Copy out, word for word, the lines from the start of the data below through the line containing "pinky tip: (149, 189)", and no others.

:: Records for processing ::
══════════
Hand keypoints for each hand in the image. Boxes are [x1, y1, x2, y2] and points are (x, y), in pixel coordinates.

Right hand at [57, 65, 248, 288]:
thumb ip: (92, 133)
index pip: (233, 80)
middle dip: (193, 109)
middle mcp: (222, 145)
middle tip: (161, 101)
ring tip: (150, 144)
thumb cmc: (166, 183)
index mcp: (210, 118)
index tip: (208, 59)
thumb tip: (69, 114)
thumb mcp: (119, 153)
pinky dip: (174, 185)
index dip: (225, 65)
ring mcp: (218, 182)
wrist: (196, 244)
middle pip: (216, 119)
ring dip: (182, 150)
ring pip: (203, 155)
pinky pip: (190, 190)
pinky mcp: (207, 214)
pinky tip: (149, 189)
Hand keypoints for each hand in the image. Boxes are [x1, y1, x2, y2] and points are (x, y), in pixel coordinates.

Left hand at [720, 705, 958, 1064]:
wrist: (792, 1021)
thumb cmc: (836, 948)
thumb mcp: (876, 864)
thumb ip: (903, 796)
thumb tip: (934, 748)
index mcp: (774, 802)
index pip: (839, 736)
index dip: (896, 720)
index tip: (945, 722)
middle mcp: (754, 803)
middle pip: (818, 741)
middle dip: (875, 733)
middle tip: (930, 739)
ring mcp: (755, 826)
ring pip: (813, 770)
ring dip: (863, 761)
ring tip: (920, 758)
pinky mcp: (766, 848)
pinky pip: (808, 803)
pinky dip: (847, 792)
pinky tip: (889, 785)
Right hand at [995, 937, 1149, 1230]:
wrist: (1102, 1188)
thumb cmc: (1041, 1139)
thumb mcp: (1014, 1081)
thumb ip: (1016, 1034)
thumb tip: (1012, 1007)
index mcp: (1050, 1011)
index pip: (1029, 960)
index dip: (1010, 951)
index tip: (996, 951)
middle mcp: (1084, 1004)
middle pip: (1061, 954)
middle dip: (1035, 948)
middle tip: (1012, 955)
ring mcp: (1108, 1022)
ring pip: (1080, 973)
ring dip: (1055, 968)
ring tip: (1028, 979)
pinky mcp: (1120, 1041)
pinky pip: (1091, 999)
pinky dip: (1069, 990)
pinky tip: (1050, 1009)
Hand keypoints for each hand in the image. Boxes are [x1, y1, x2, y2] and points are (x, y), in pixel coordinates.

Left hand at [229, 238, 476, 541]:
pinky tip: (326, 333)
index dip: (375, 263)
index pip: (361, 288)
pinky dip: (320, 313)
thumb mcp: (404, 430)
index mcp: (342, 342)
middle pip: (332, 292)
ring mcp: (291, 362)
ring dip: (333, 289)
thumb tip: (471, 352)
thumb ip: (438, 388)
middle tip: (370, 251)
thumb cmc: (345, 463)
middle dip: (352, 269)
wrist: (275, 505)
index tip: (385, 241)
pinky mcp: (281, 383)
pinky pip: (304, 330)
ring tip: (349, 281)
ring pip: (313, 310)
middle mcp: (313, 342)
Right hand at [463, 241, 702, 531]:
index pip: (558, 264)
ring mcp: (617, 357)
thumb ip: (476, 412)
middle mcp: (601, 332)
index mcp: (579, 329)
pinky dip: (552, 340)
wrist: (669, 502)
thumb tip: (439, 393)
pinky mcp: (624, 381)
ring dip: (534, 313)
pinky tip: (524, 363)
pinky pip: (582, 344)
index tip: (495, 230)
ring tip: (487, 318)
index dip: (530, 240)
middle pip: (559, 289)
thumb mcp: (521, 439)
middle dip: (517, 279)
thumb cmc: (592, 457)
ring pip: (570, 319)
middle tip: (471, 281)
══════════
:: Result for this task ::
Hand keypoints for each hand in the image. Boxes are [x1, y1, x2, y2] and points are (x, y), in pixel coordinates.

Right hand at [57, 65, 248, 288]:
thumb ip: (92, 133)
index pip: (233, 80)
middle dip: (193, 109)
middle mcp: (222, 145)
middle tip: (161, 101)
ring tip: (150, 144)
thumb cmc: (166, 183)
index mcp: (210, 118)
index tip: (208, 59)
thumb tip: (69, 114)
thumb mcp: (119, 153)
pinky dip: (174, 185)
index dip: (225, 65)
ring mcp: (218, 182)
wrist: (196, 244)
middle pip: (216, 119)
ring dip: (182, 150)
ring pip: (203, 155)
pinky pip: (190, 190)
pinky mcp: (207, 214)
pinky tip: (149, 189)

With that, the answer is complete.